→ **PROBLEM TO SOLVE**
Work out how many lines below contain the word "Pancharia", then give that number alone.

[Collected data entries]
====

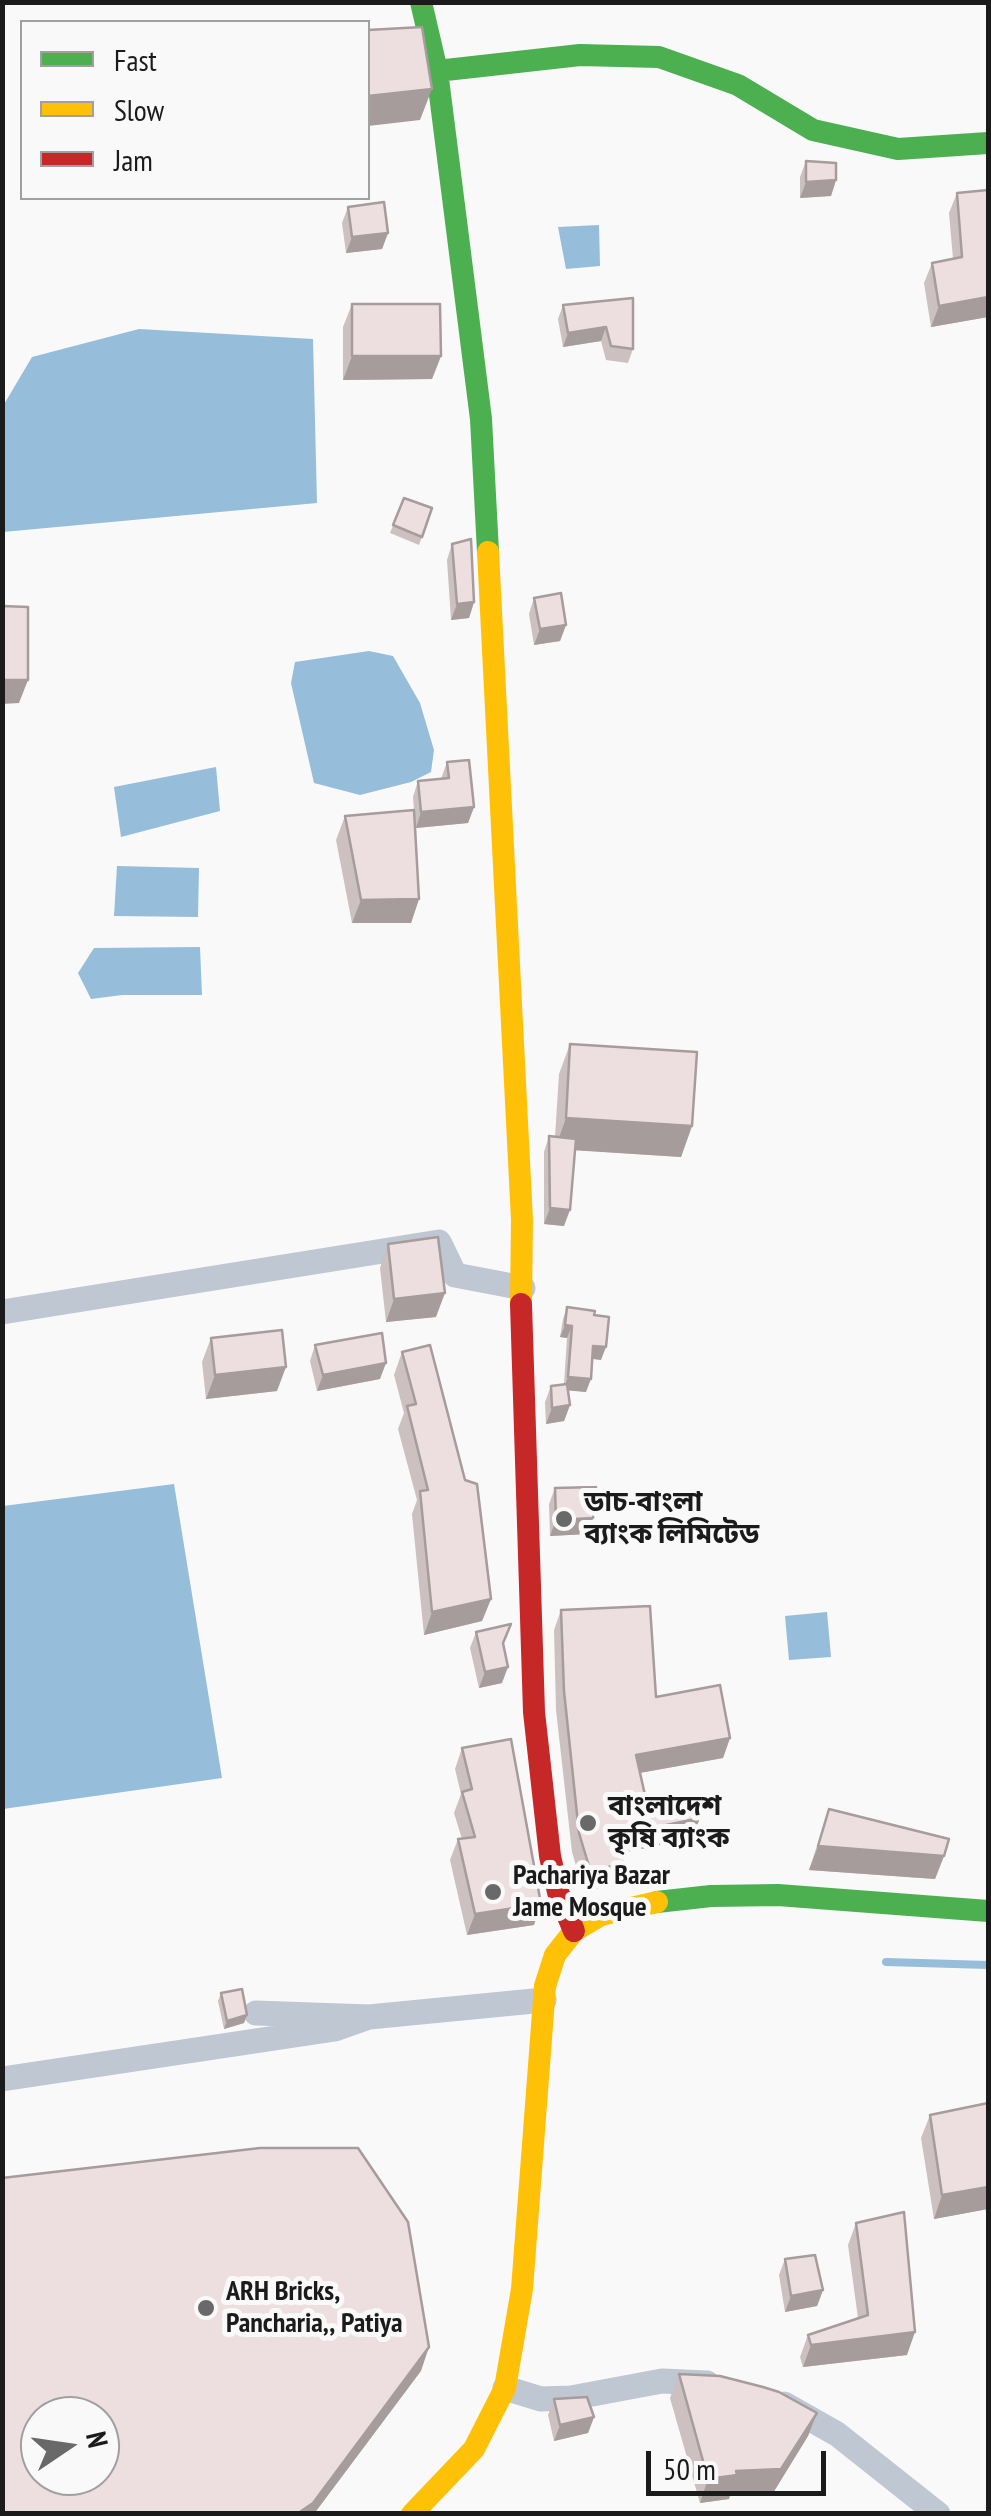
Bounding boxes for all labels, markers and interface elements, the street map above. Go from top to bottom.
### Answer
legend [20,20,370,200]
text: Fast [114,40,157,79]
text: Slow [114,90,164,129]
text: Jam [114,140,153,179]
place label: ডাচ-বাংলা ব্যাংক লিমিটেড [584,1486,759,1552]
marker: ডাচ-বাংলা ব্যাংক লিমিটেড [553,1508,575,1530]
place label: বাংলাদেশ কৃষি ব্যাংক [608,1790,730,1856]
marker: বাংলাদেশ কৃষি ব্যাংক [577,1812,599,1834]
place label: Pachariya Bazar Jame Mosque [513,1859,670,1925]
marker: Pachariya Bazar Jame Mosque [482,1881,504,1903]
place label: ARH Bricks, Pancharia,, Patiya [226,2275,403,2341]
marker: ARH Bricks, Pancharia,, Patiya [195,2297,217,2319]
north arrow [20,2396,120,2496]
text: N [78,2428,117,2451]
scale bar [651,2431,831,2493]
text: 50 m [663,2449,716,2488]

====

→ **RESPONSE BELOW**
2